A discussão, que já chegou à Presidência da República, causou reboliço de opiniões no Congresso. Questionado sobre o debate, o ministro da Justiça, José Eduardo Cardozo, afirmou que a redução penal é inconstitucional. Além disso, salientou que as propostas de alterações no ECA serão analisadas. Somente após cuidadosa avaliação, o governo se posicionará sobre a questão, embora já exista tendência de que elas sejam reprovadas. 
 
 
 
No Senado, existem hoje duas Propostas de Emenda à Constituição (PECs) que tratam do assunto. O líder do PSDB no Senado, Aloysio Nunes Ferreira (SP), defendeu esta semana a aprovação de um projeto apresentado por ele no ano passado. O texto prevê a redução da maioridade penal para 16 anos nos casos de crimes hediondos, tráfico e reincidência  de delitos violentos. A aplicação da pena    levaria em conta uma análise feita pelo juiz   sobre as características psicológicas dos jovens e os antecedentes.  
 
 
 
Gilberto Carvalho, ministro-chefe da Secretária-Geral da Presidência da República, disse que as políticas públicas na área não devem ser meramente repressivas. “O combate à violência é uma situação muito mais complexa do que simplesmente alterar a questão da idade penal”, declarou.
 
 
 
 
O governador de São Paulo, Geraldo Alckmin (PSDB), percorreu ontem gabinetes do Congresso para apresentar sua proposta. Em encontros com os presidentes da Câmara, Henrique Eduardo Alves (PMDB-RN), e do Senado, Renan Calheiros (PMDB-AL), ele defendeu projeto que permite  estipular internação de até oito anos para quem cometer crime hediondo. Atualmente, o limite é de três anos.
 
 
 Alckmin afirmou que o projeto não reduz a maioridade penal nem altera a Constituição. “O projeto é fruto de longos estudos”, disse.
 
 
Contrários à mudança
 
 
Para jovens que cumprem medidas socioeducativas, aumentar o tempo de reclusão é uma medida que os faria repensar antes de tomar alguma atitude. Com 19 anos, D.F.L. já foi interno do antigo Centro de Atendimento Juvenil Especializado (Caje) três vezes.
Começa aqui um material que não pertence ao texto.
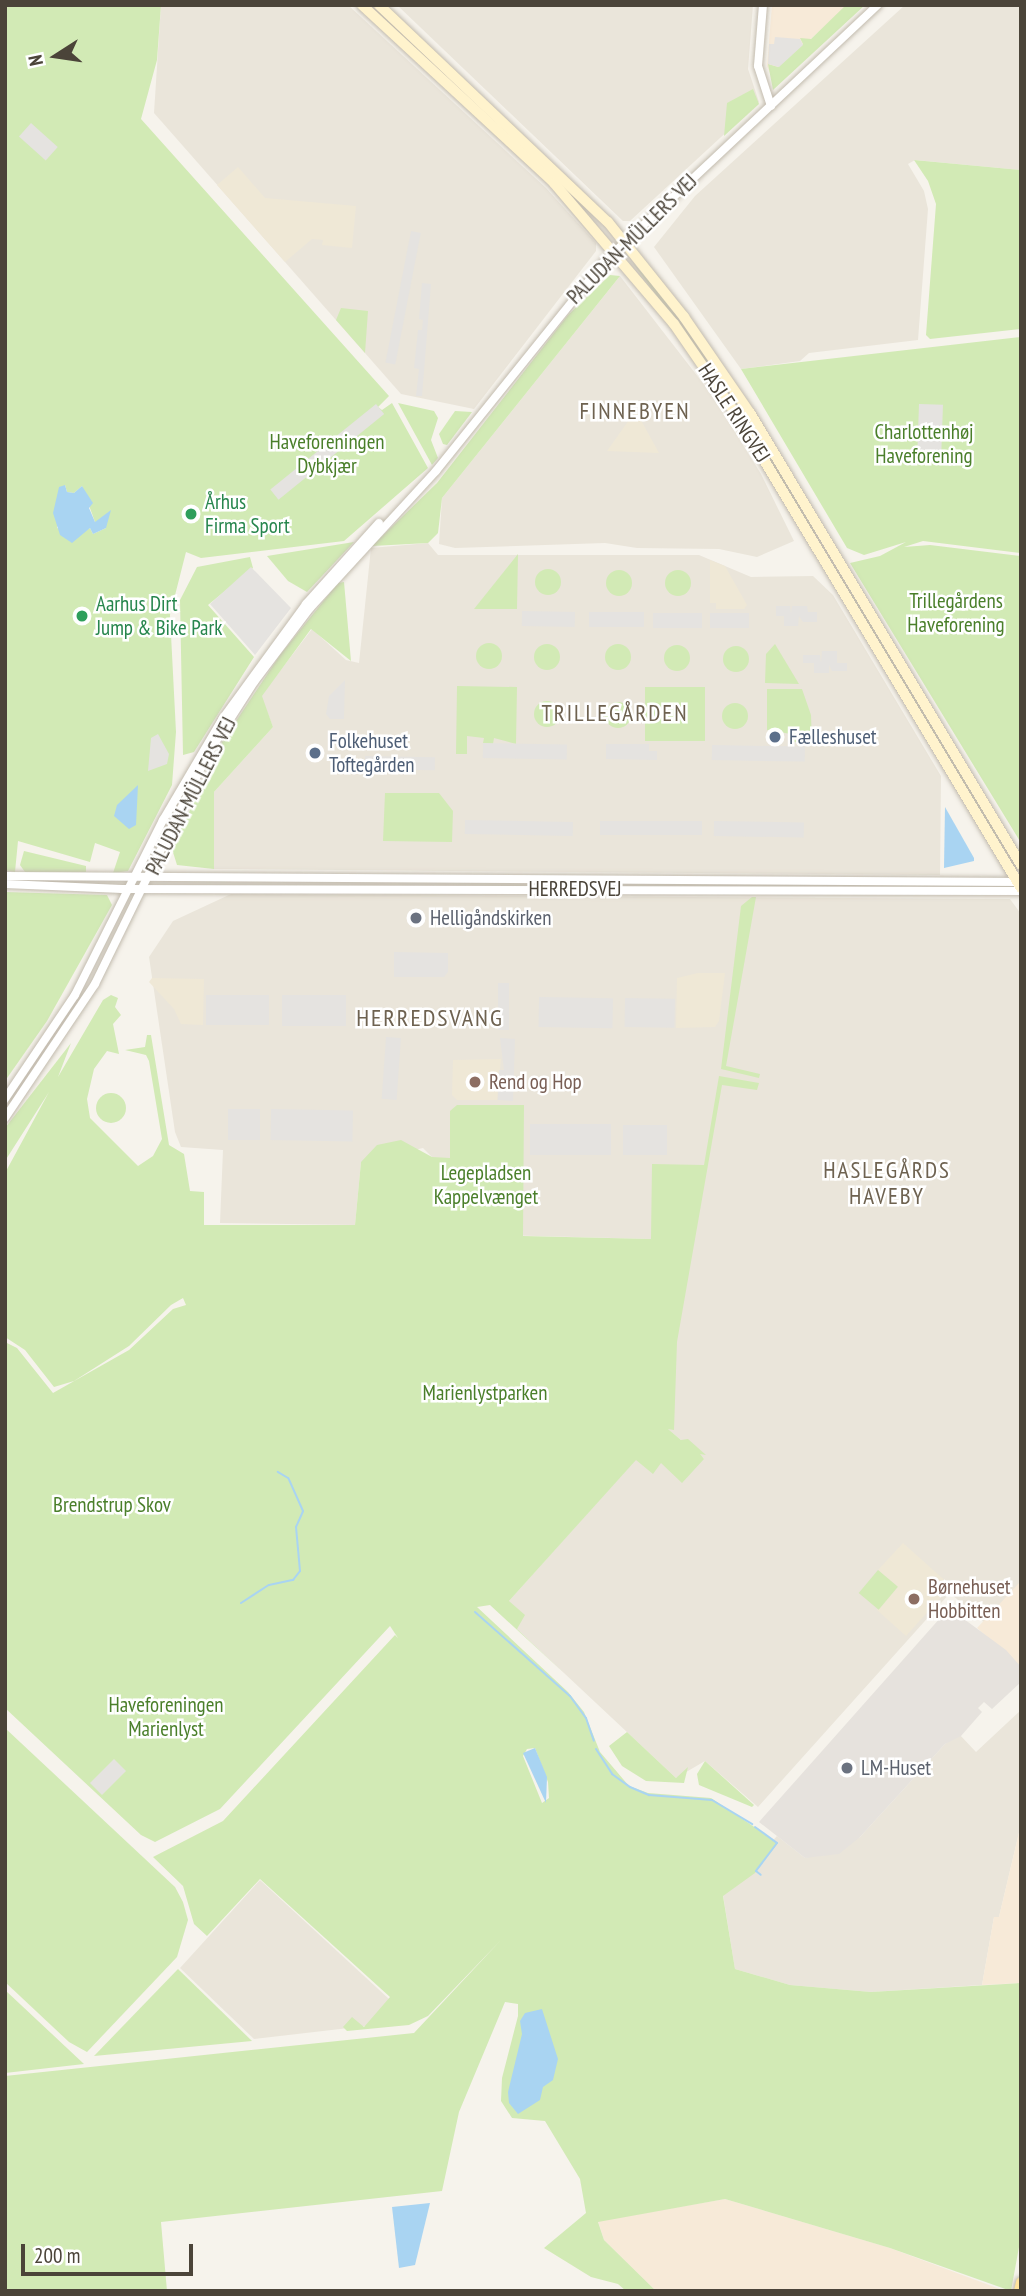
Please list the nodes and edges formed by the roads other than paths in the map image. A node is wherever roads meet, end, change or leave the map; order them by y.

Contudo, ele confessa que a reclusão não serviu de lição. Com envolvimento com o tráfico  e assaltos, o rapaz diz   que passava pela instituição “de boa”. 
 
 
“Lá dentro, temos acesso às drogas, televisão e até celular”, afirmou. Ele admite que vendia maconha no período de internação no Caje. 
 
 
O rapaz, que hoje cumpre pena em liberdade, acredita que aumentar o tempo de reclusão para oito anos mudaria a atitude de jovens transgressores. “Acho que isso ia fazer a gente pensar mais, né?!”, supõe. Por isso, ressaltou, a legislação não deve mudar. 
 
 
 
 
Para D.V., de 15 anos, contudo, a participação dos menores na discussão poderia trazer à torna ideias para tentar mudar essa realidade. “A gente tinha que ter mais opções de   lazer. Por exemplo, gosto muito de vir para a escola. Me sinto bem aqui”, ponderou. 
 
 
O jovem saiu de casa aos sete anos. A última vez que viu  a mãe foi no ano passado. Ele conta que o padrasto a agredia e, por isso, preferiu ir morar na rua. Hoje,   não faz ideia de quantos irmãos tem. “O governo tinha que colocar gente que sabe trabalhar conosco”, apontou.